● What the task requires:
Repeat the entries below in full, with every character unchanged.

● Supplied records:

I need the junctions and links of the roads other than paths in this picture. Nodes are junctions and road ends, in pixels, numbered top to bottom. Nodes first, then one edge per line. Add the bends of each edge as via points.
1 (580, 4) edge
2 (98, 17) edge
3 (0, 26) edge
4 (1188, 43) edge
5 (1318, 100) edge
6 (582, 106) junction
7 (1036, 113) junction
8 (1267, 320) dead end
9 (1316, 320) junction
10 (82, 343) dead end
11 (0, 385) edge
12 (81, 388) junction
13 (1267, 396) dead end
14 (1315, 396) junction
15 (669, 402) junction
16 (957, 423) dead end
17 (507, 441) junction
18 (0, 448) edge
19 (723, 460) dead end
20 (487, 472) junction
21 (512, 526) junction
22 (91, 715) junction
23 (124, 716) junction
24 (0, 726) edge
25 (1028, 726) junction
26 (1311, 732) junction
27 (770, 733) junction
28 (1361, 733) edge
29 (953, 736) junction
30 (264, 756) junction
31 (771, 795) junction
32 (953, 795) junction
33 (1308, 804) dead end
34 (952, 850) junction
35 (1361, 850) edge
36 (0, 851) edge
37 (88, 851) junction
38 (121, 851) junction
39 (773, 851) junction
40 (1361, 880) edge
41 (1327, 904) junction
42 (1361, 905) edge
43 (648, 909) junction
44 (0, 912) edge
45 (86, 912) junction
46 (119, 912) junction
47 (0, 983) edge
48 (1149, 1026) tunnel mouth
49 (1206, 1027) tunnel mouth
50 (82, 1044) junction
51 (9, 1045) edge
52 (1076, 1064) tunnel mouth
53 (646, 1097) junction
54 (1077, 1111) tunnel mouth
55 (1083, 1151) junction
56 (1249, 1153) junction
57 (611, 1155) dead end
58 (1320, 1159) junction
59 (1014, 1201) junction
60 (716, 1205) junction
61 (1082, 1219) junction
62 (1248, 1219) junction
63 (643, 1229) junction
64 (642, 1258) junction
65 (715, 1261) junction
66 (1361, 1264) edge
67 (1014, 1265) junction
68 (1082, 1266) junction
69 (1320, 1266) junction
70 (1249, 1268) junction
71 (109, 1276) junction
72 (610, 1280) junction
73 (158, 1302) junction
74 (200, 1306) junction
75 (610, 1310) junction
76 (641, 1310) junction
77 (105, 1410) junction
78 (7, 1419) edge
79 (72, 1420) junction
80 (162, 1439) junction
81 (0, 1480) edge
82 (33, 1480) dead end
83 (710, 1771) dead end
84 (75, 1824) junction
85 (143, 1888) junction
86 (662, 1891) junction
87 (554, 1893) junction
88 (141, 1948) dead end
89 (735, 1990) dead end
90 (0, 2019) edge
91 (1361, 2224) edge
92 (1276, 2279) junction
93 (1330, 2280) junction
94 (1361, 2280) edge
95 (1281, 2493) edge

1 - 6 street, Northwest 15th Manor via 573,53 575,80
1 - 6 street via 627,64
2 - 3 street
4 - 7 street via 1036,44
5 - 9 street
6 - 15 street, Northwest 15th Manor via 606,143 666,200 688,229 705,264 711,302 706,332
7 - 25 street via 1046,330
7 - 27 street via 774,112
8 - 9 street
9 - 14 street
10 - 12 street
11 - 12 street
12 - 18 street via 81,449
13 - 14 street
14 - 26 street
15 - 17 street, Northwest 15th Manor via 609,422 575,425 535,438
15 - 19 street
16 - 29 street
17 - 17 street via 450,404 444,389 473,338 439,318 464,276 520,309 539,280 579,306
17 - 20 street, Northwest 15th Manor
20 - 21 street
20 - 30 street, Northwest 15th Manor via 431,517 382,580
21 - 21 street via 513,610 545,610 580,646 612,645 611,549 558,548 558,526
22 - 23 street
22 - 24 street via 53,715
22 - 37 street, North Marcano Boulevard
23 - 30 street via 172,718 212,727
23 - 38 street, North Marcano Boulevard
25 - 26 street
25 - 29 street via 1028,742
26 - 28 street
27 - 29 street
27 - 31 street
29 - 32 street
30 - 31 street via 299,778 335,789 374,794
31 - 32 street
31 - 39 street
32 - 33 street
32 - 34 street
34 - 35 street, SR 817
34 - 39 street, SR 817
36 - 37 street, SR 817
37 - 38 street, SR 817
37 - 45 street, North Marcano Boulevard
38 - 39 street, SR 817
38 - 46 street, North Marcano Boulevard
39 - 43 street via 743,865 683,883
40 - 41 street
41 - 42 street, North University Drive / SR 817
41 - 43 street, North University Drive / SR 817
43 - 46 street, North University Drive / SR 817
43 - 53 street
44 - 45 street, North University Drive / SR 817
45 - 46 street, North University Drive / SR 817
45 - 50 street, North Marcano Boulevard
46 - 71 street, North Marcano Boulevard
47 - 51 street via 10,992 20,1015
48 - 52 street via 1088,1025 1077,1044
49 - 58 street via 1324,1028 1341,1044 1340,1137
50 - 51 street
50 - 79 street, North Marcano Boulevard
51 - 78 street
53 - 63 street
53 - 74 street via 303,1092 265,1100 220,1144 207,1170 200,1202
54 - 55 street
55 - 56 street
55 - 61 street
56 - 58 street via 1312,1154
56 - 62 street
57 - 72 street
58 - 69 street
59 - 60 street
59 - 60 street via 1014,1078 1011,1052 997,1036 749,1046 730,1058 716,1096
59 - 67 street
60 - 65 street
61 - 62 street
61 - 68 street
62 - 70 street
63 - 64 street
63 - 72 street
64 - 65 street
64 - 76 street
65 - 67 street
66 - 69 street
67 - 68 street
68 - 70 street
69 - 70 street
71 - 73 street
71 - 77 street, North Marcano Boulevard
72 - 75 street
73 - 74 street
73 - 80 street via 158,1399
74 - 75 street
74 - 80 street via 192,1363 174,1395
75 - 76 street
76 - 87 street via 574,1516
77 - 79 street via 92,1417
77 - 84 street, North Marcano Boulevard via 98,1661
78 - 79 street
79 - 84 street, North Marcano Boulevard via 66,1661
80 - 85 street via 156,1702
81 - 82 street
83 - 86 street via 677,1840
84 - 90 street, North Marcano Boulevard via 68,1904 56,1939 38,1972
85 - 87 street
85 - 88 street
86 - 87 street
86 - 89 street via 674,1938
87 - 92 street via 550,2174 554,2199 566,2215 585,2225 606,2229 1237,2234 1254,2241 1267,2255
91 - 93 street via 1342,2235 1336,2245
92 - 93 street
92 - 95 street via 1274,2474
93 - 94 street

● Response area:
I need the junctions and links of the roads other than paths in this picture. Nodes are junctions and road ends, in pixels, numbered top to bottom. Nodes first, then one edge per line. Add the bends of each edge as via points.
1 (580, 4) edge
2 (98, 17) edge
3 (0, 26) edge
4 (1188, 43) edge
5 (1318, 100) edge
6 (582, 106) junction
7 (1036, 113) junction
8 (1267, 320) dead end
9 (1316, 320) junction
10 (82, 343) dead end
11 (0, 385) edge
12 (81, 388) junction
13 (1267, 396) dead end
14 (1315, 396) junction
15 (669, 402) junction
16 (957, 423) dead end
17 (507, 441) junction
18 (0, 448) edge
19 (723, 460) dead end
20 (487, 472) junction
21 (512, 526) junction
22 (91, 715) junction
23 (124, 716) junction
24 (0, 726) edge
25 (1028, 726) junction
26 (1311, 732) junction
27 (770, 733) junction
28 (1361, 733) edge
29 (953, 736) junction
30 (264, 756) junction
31 (771, 795) junction
32 (953, 795) junction
33 (1308, 804) dead end
34 (952, 850) junction
35 (1361, 850) edge
36 (0, 851) edge
37 (88, 851) junction
38 (121, 851) junction
39 (773, 851) junction
40 (1361, 880) edge
41 (1327, 904) junction
42 (1361, 905) edge
43 (648, 909) junction
44 (0, 912) edge
45 (86, 912) junction
46 (119, 912) junction
47 (0, 983) edge
48 (1149, 1026) tunnel mouth
49 (1206, 1027) tunnel mouth
50 (82, 1044) junction
51 (9, 1045) edge
52 (1076, 1064) tunnel mouth
53 (646, 1097) junction
54 (1077, 1111) tunnel mouth
55 (1083, 1151) junction
56 (1249, 1153) junction
57 (611, 1155) dead end
58 (1320, 1159) junction
59 (1014, 1201) junction
60 (716, 1205) junction
61 (1082, 1219) junction
62 (1248, 1219) junction
63 (643, 1229) junction
64 (642, 1258) junction
65 (715, 1261) junction
66 (1361, 1264) edge
67 (1014, 1265) junction
68 (1082, 1266) junction
69 (1320, 1266) junction
70 (1249, 1268) junction
71 (109, 1276) junction
72 (610, 1280) junction
73 (158, 1302) junction
74 (200, 1306) junction
75 (610, 1310) junction
76 (641, 1310) junction
77 (105, 1410) junction
78 (7, 1419) edge
79 (72, 1420) junction
80 (162, 1439) junction
81 (0, 1480) edge
82 (33, 1480) dead end
83 (710, 1771) dead end
84 (75, 1824) junction
85 (143, 1888) junction
86 (662, 1891) junction
87 (554, 1893) junction
88 (141, 1948) dead end
89 (735, 1990) dead end
90 (0, 2019) edge
91 (1361, 2224) edge
92 (1276, 2279) junction
93 (1330, 2280) junction
94 (1361, 2280) edge
95 (1281, 2493) edge

1 - 6 street, Northwest 15th Manor via 573,53 575,80
1 - 6 street via 627,64
2 - 3 street
4 - 7 street via 1036,44
5 - 9 street
6 - 15 street, Northwest 15th Manor via 606,143 666,200 688,229 705,264 711,302 706,332
7 - 25 street via 1046,330
7 - 27 street via 774,112
8 - 9 street
9 - 14 street
10 - 12 street
11 - 12 street
12 - 18 street via 81,449
13 - 14 street
14 - 26 street
15 - 17 street, Northwest 15th Manor via 609,422 575,425 535,438
15 - 19 street
16 - 29 street
17 - 17 street via 450,404 444,389 473,338 439,318 464,276 520,309 539,280 579,306
17 - 20 street, Northwest 15th Manor
20 - 21 street
20 - 30 street, Northwest 15th Manor via 431,517 382,580
21 - 21 street via 513,610 545,610 580,646 612,645 611,549 558,548 558,526
22 - 23 street
22 - 24 street via 53,715
22 - 37 street, North Marcano Boulevard
23 - 30 street via 172,718 212,727
23 - 38 street, North Marcano Boulevard
25 - 26 street
25 - 29 street via 1028,742
26 - 28 street
27 - 29 street
27 - 31 street
29 - 32 street
30 - 31 street via 299,778 335,789 374,794
31 - 32 street
31 - 39 street
32 - 33 street
32 - 34 street
34 - 35 street, SR 817
34 - 39 street, SR 817
36 - 37 street, SR 817
37 - 38 street, SR 817
37 - 45 street, North Marcano Boulevard
38 - 39 street, SR 817
38 - 46 street, North Marcano Boulevard
39 - 43 street via 743,865 683,883
40 - 41 street
41 - 42 street, North University Drive / SR 817
41 - 43 street, North University Drive / SR 817
43 - 46 street, North University Drive / SR 817
43 - 53 street
44 - 45 street, North University Drive / SR 817
45 - 46 street, North University Drive / SR 817
45 - 50 street, North Marcano Boulevard
46 - 71 street, North Marcano Boulevard
47 - 51 street via 10,992 20,1015
48 - 52 street via 1088,1025 1077,1044
49 - 58 street via 1324,1028 1341,1044 1340,1137
50 - 51 street
50 - 79 street, North Marcano Boulevard
51 - 78 street
53 - 63 street
53 - 74 street via 303,1092 265,1100 220,1144 207,1170 200,1202
54 - 55 street
55 - 56 street
55 - 61 street
56 - 58 street via 1312,1154
56 - 62 street
57 - 72 street
58 - 69 street
59 - 60 street
59 - 60 street via 1014,1078 1011,1052 997,1036 749,1046 730,1058 716,1096
59 - 67 street
60 - 65 street
61 - 62 street
61 - 68 street
62 - 70 street
63 - 64 street
63 - 72 street
64 - 65 street
64 - 76 street
65 - 67 street
66 - 69 street
67 - 68 street
68 - 70 street
69 - 70 street
71 - 73 street
71 - 77 street, North Marcano Boulevard
72 - 75 street
73 - 74 street
73 - 80 street via 158,1399
74 - 75 street
74 - 80 street via 192,1363 174,1395
75 - 76 street
76 - 87 street via 574,1516
77 - 79 street via 92,1417
77 - 84 street, North Marcano Boulevard via 98,1661
78 - 79 street
79 - 84 street, North Marcano Boulevard via 66,1661
80 - 85 street via 156,1702
81 - 82 street
83 - 86 street via 677,1840
84 - 90 street, North Marcano Boulevard via 68,1904 56,1939 38,1972
85 - 87 street
85 - 88 street
86 - 87 street
86 - 89 street via 674,1938
87 - 92 street via 550,2174 554,2199 566,2215 585,2225 606,2229 1237,2234 1254,2241 1267,2255
91 - 93 street via 1342,2235 1336,2245
92 - 93 street
92 - 95 street via 1274,2474
93 - 94 street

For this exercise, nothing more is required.